Why can't the compiler infer the return value of the get method in the Parent class, even though it's at least the Parent type?


Solution

  • Generics inference doesn't cover an infinite expanse of chained method invocations.

    Background required knowledge: Java inferencing burns the candle at both ends

    The compiler does both inside-out and outside-in type inference.

    Inside-out is the standard approach the compiler uses. Inside-out is inferring, say:

    List<String> x = someCollection.stream().map(String::toLowerCase).toList();
    

    By first determining what the type of someCollection is, then with that done, figure out what the type of that.stream() is, then what the type of that.map(String::toLowerCase) is, and so on.

    However, it also needs to apply outside-in, too. This comes up with lambdas and method references. In java, this on its own:

    String::toLowerCase;
    

    is meaningless, and indeed, Object o = String::toLowerCase; does not compile. Lambdas ((args) -> code;) are not allowed, nor are method refs (String::toLowerCase) allowed, unless the context tells the compiler which functional interface is required in the context where they appear. This requires that the compiler goes to australia and work outside-in. Add the fact that java allows method overloading and this song and dance routine between inside-out inferencing and outside-in inferencing gets quite complicated.

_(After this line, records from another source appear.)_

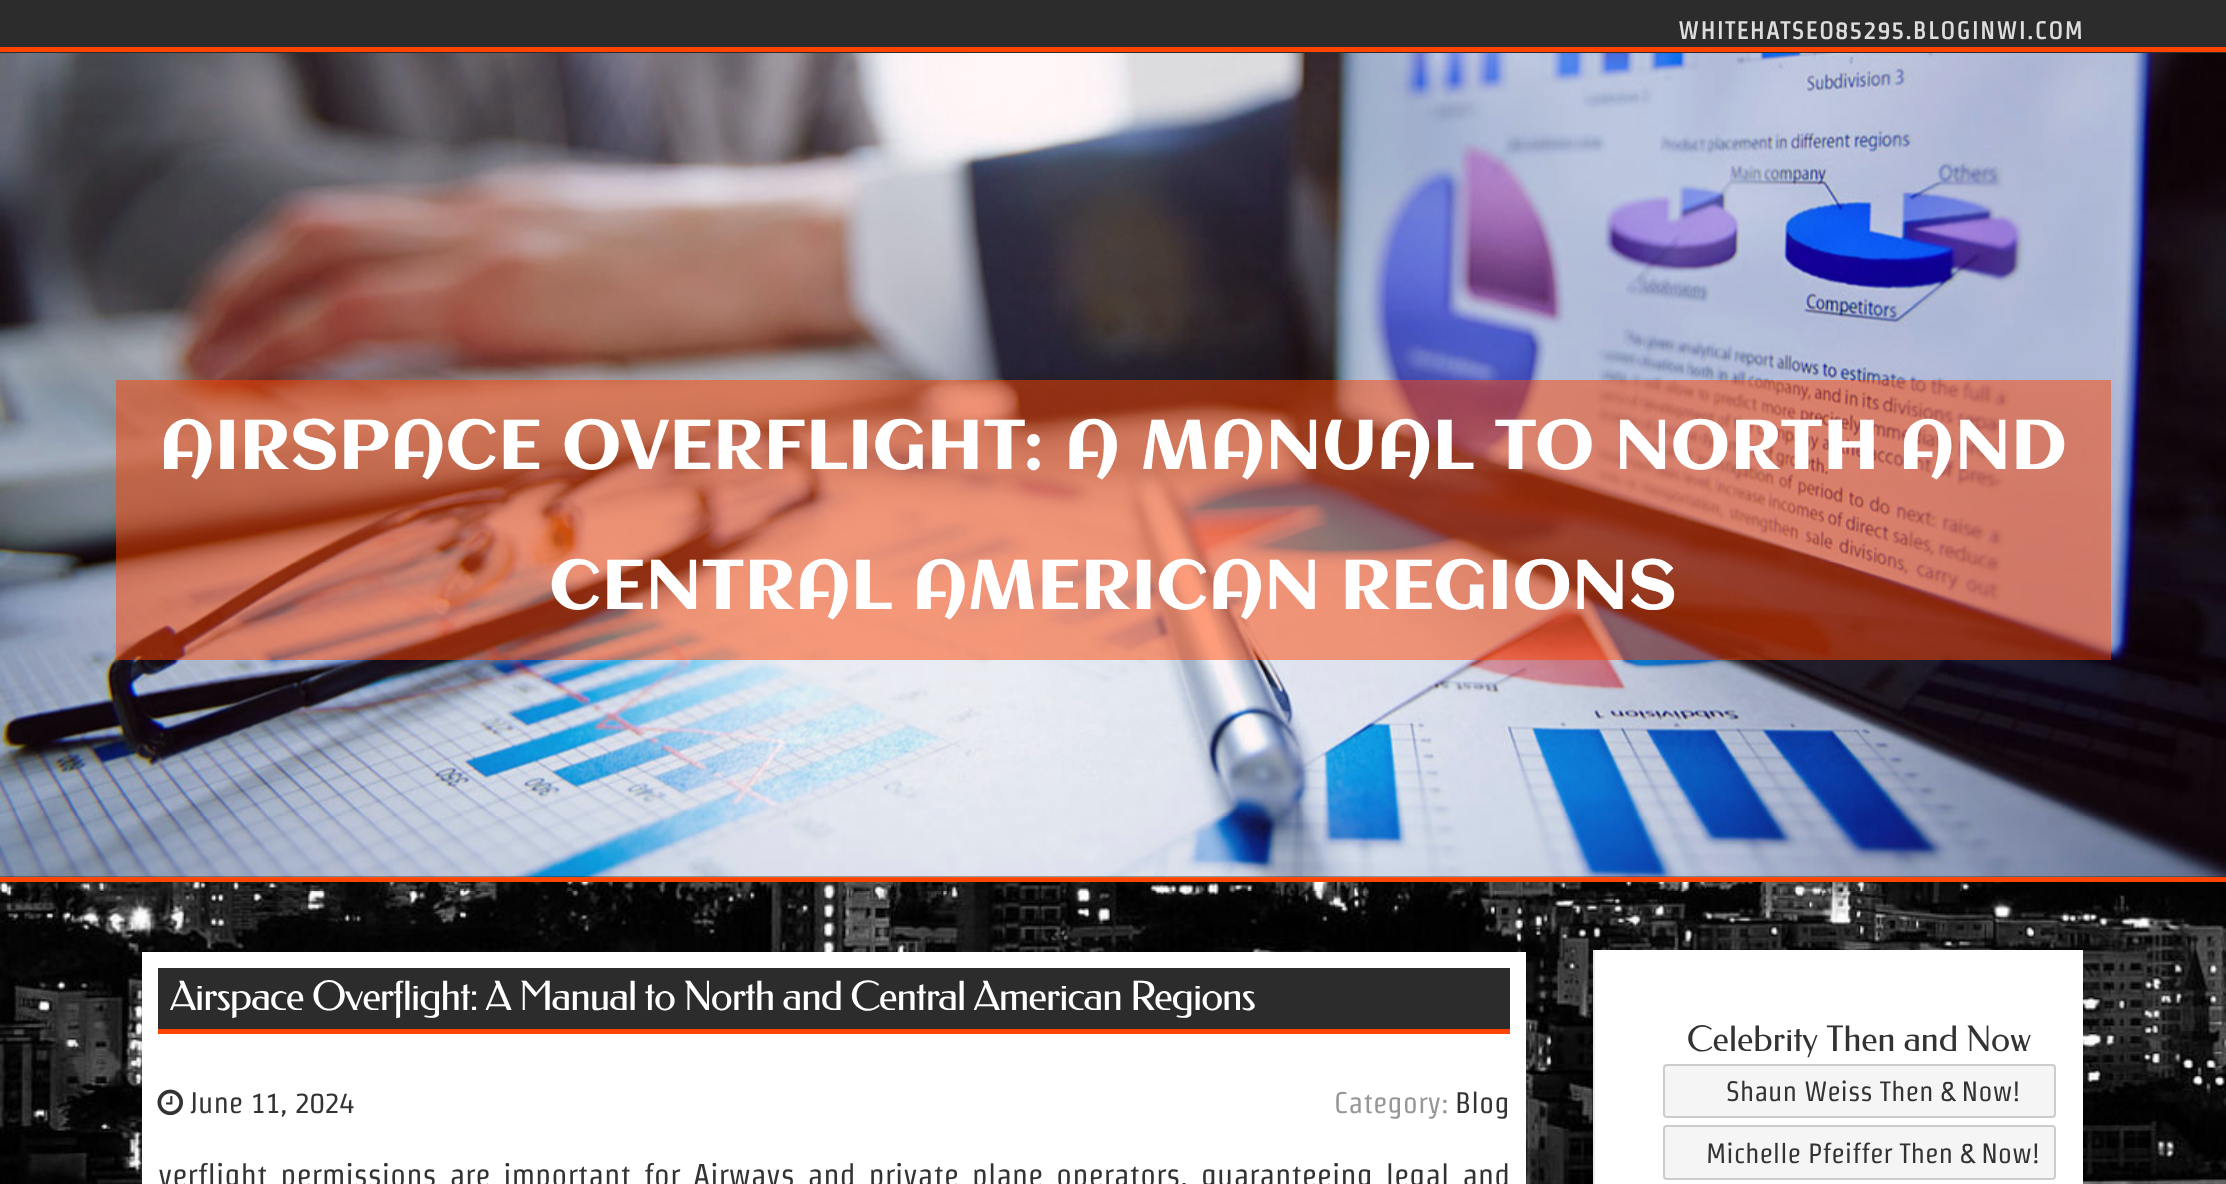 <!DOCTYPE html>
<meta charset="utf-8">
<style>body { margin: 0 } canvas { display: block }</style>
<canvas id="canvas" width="2226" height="1184"></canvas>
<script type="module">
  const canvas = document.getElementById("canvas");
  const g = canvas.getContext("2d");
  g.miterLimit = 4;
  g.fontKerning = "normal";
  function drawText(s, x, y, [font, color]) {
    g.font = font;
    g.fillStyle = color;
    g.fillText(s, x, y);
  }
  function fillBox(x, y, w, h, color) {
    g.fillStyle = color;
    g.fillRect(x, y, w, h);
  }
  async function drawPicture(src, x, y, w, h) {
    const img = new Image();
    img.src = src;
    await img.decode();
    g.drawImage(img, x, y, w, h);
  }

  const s1 = ["bold 24.5px Strait", "#DDDDDD"];
  const s2 = ["70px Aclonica", "#FFFFFF"];
  const s3 = ["40.25px Federo", "#FFFFFF"];
  const s4 = ["29.75px Strait", "#333333"];
  const s5 = ["29.75px Strait", "#979797"];
  const s6 = ["31.5px Strait", "#333333"];
  const s7 = ["35px Federo", "#333333"];
  const s8 = ["28px Strait", "#333333"];

  fillBox(0, 0, 2226, 1184, "#FFFFFF");
  await drawPicture("pic1.png", 0, 882, 2226, 302);
  fillBox(0, 0, 2226, 53, "#2C2C2C");
  fillBox(0, 47, 2226, 5, "#FF4400");
  g.letterSpacing = "1.75px";
  drawText("WHITEHATSEO85295.BLOGINWI.COM", 1678, 39, s1);
  fillBox(0, 877, 2226, 5, "#FF4400");
  fillBox(0, 876, 2226, 1, "#222222");
  await drawPicture("pic2.png", 0, 53, 2226, 825);
  fillBox(0, 53, 2226, 824, "rgba(255, 0, 4, 0.03)");
  fillBox(116, 380, 1995, 280, "rgba(255, 68, 0, 0.5)");
  g.letterSpacing = "0px";
  drawText("AIRSPACE OVERFLIGHT: A MANUAL TO NORTH AND", 159, 469, s2);
  drawText("CENTRAL AMERICAN REGIONS", 549, 609, s2);
  fillBox(142, 952, 1384, 232, "#FFFFFF");
  fillBox(158, 968, 1352, 61, "#2C2C2C");
  fillBox(158, 1029, 1352, 5, "#FF4400");
  g.letterSpacing = "-1.05px";
  drawText("Airspace Overflight: A Manual to North and Central American Regions", 170, 1010, s3);
  await drawPicture("pic3.png", 157, 1089, 26, 27);
  g.letterSpacing = "0px";
  drawText("June 11, 2024", 190, 1113, s4);
  drawText("Category:", 1334, 1113, s5);
  drawText("Blog", 1455, 1113, s4);
  g.wordSpacing = "5px";
  drawText("verflight permissions are important for Airways and private plane operators, guaranteeing legal and", 158, 1186, s6);
  fillBox(1595, 950, 488, 234, "#FFFFFF");
  fillBox(1593, 950, 2, 234, "#E9E9E9");
  g.wordSpacing = "0px";
  drawText("Celebrity Then and Now", 1687, 1051, s7);
  g.fillStyle = "#F5F5F5";
  g.beginPath();
  g.roundRect(1664, 1065, 391, 52, 3);
  g.fill();
  g.strokeStyle = "#CCCCCC";
  g.lineWidth = 2;
  g.stroke();
  drawText("Shaun Weiss Then & Now!", 1726, 1101, s8);
  g.fillStyle = "#F5F5F5";
  g.beginPath();
  g.roundRect(1664, 1126, 391, 53, 3);
  g.fill();
  g.stroke();
  drawText("Michelle Pfeiffer Then & Now!", 1706, 1163, s8);
</script>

    This is the reason that java does not take either inside-out or outside-in inferencing to infinity. Because then it is fairly trivial to write code that would cause the compiler to take a year (literally) to finish execution.

    Where the inference fails

    Here's theoretically how java could have figured this one out, given:

    List<Parent> collect = parentList.stream().map(Parent::get).toList();
    

    (NB: I have simplified things by using stream's toList() method directly instead of collect(Collectors.toList() - not that this will make it work. Just, given that even that fails, it's easier to explain).

    Candle end 1: Outside-in

    Then the compiler would have to do some outside-in inferencing: Start with the notion that the result of .toList() is assigned to a variable of type List<Parent>, then notice that the sig of toList() is Stream<T>: List<T> toList(), we can lock in that T must therefore be Parent, and thus the receiver of the toList() call (the x in x.method() is called the 'receiver') must be a Stream<Parent>.

    Then, therefore, the output of .map(Parent::get) must be Stream<Parent>. The signature of map is:

     Stream<U>:  <R> Stream<R> map(Function<? super U, ? extends R> mapper);
    

    (Each layer has its own take on what the generics mean, so to avoid confusion I've renamed the 'T' being used here as U)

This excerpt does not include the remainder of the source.